§ **EXERCISE DIRECTIONS**:
Check each line below for the word "North", and copy those that have it.

[[ RECORDS FOR PROCESSING open ]]

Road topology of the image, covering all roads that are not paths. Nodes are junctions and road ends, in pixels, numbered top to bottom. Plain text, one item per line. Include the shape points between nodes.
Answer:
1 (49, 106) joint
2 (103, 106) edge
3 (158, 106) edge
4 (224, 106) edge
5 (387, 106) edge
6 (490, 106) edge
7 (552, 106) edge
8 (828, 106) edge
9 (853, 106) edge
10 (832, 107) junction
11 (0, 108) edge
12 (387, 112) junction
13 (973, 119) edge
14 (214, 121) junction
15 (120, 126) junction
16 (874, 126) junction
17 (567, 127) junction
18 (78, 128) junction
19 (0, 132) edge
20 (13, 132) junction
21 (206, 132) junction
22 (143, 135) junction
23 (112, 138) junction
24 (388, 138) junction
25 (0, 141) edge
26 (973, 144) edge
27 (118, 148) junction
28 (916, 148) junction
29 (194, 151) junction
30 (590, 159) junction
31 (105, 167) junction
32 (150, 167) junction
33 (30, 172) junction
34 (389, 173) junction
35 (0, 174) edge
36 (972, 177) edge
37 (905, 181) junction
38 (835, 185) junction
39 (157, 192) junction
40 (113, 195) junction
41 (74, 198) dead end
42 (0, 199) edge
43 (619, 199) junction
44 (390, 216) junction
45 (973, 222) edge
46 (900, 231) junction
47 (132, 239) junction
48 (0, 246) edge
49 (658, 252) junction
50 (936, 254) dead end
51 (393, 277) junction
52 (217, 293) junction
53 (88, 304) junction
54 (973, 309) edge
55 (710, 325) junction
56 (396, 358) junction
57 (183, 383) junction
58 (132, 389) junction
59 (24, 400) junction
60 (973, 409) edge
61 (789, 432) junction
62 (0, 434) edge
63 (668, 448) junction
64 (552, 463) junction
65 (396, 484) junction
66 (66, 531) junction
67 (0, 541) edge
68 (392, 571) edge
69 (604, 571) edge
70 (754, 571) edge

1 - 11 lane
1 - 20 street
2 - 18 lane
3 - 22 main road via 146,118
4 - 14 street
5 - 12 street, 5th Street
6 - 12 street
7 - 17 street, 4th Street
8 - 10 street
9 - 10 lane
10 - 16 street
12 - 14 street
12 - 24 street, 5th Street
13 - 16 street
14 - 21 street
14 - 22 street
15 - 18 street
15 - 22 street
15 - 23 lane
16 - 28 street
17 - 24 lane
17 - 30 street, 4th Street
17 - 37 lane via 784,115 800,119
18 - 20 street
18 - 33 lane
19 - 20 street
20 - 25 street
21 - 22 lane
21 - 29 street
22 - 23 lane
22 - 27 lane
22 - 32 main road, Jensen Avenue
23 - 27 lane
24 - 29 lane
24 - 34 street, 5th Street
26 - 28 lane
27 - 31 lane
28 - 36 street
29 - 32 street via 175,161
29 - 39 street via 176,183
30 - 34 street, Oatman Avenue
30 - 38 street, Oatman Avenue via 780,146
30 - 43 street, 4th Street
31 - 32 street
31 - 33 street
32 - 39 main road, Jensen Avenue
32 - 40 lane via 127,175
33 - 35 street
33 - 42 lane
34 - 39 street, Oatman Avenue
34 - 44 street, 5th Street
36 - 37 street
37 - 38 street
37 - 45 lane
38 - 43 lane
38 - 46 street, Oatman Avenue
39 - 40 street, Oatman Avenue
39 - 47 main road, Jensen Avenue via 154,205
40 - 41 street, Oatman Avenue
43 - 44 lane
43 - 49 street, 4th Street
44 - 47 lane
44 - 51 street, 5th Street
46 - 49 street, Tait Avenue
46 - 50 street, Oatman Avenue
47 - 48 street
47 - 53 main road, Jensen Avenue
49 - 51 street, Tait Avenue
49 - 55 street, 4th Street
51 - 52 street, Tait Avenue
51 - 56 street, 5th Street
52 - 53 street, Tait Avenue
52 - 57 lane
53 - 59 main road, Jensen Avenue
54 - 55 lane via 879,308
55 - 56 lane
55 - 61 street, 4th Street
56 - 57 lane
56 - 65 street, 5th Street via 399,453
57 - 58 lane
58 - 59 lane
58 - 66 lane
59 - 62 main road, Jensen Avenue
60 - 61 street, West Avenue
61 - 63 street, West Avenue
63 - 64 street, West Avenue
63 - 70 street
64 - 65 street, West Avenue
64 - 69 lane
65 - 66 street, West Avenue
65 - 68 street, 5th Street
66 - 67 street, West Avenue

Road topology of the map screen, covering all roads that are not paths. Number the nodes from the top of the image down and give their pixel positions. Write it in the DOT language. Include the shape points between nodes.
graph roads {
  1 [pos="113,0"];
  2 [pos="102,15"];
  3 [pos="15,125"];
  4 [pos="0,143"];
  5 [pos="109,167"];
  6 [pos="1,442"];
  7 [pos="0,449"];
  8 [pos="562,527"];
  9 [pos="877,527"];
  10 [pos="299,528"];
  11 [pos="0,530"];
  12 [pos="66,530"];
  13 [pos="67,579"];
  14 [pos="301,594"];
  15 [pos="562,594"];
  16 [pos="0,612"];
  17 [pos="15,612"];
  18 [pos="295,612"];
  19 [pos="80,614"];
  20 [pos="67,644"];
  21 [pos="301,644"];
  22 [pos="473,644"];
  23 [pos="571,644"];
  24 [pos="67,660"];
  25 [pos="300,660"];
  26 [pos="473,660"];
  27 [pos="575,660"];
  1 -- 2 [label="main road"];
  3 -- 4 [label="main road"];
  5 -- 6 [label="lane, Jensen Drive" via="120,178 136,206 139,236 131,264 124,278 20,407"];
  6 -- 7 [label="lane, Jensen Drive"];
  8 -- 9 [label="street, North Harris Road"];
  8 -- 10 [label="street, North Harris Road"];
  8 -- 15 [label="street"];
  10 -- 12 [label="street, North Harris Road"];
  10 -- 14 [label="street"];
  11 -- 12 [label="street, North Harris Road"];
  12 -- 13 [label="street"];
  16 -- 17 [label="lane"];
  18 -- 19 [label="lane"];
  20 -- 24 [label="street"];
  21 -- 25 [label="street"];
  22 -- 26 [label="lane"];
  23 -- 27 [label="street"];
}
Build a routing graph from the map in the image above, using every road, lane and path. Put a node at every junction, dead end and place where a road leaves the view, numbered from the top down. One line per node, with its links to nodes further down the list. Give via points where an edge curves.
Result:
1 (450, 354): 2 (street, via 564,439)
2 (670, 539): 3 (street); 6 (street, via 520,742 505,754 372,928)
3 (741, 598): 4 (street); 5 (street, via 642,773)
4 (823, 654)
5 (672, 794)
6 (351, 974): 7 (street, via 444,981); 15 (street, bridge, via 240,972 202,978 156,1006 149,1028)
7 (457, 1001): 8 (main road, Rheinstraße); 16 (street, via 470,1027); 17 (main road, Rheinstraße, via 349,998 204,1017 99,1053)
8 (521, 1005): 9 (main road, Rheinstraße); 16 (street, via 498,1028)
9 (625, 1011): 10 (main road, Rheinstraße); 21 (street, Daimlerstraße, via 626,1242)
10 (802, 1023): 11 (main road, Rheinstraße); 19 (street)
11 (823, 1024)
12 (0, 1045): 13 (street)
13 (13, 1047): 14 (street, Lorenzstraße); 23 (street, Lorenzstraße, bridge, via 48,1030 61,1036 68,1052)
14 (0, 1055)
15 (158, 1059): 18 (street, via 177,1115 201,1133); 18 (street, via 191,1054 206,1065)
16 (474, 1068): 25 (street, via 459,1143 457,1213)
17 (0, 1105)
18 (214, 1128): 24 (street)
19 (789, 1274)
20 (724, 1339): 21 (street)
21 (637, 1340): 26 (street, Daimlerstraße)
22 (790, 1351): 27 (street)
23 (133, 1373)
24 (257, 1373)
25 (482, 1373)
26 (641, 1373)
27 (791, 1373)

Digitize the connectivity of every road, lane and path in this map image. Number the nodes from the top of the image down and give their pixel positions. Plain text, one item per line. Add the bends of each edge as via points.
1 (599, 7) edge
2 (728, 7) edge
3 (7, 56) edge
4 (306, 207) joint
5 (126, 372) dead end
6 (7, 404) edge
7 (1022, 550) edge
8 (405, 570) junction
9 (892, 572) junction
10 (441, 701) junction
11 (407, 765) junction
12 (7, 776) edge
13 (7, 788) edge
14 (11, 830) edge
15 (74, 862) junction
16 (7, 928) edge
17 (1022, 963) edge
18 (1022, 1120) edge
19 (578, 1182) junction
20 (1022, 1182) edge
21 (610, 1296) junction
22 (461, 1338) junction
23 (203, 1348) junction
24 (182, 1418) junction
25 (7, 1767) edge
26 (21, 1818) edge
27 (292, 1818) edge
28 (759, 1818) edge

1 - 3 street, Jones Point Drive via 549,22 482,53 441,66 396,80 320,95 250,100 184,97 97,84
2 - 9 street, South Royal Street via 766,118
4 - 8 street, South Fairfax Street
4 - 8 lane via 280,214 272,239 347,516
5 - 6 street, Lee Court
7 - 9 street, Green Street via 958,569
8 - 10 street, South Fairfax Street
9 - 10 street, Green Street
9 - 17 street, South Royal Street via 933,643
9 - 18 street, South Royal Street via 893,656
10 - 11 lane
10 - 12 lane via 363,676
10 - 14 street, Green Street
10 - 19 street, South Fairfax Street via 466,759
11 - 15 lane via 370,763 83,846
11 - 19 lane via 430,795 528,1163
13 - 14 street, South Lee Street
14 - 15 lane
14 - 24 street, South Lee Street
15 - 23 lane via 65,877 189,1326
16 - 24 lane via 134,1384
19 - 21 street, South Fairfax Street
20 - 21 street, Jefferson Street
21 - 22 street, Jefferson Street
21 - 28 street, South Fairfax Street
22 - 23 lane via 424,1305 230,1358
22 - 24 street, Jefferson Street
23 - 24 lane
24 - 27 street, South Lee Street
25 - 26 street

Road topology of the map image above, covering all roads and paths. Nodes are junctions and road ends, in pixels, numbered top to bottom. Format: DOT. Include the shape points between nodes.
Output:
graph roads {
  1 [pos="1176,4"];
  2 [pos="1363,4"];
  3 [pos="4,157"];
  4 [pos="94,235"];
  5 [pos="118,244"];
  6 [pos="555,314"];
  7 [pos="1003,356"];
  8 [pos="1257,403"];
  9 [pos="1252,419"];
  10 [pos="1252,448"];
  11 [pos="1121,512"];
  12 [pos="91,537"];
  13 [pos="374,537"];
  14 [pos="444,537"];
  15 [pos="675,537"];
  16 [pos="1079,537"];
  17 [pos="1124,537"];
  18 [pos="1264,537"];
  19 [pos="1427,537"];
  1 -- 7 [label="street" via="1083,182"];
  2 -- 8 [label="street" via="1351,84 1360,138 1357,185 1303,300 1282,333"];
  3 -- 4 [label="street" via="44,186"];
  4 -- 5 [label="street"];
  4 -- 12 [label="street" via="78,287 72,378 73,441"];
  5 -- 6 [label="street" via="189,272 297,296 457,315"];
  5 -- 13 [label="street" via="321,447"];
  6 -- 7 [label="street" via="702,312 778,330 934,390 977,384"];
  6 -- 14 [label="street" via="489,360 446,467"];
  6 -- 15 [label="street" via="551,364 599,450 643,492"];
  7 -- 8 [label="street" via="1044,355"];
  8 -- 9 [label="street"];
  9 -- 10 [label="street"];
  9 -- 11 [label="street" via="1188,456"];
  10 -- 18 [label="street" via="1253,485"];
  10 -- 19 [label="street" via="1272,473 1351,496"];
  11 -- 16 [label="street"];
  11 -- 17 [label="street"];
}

[[ RECORDS FOR PROCESSING closed ]]

§ **EXERCISE RESULT**:
  8 -- 9 [label="street, North Harris Road"];
  8 -- 10 [label="street, North Harris Road"];
  10 -- 12 [label="street, North Harris Road"];
  11 -- 12 [label="street, North Harris Road"];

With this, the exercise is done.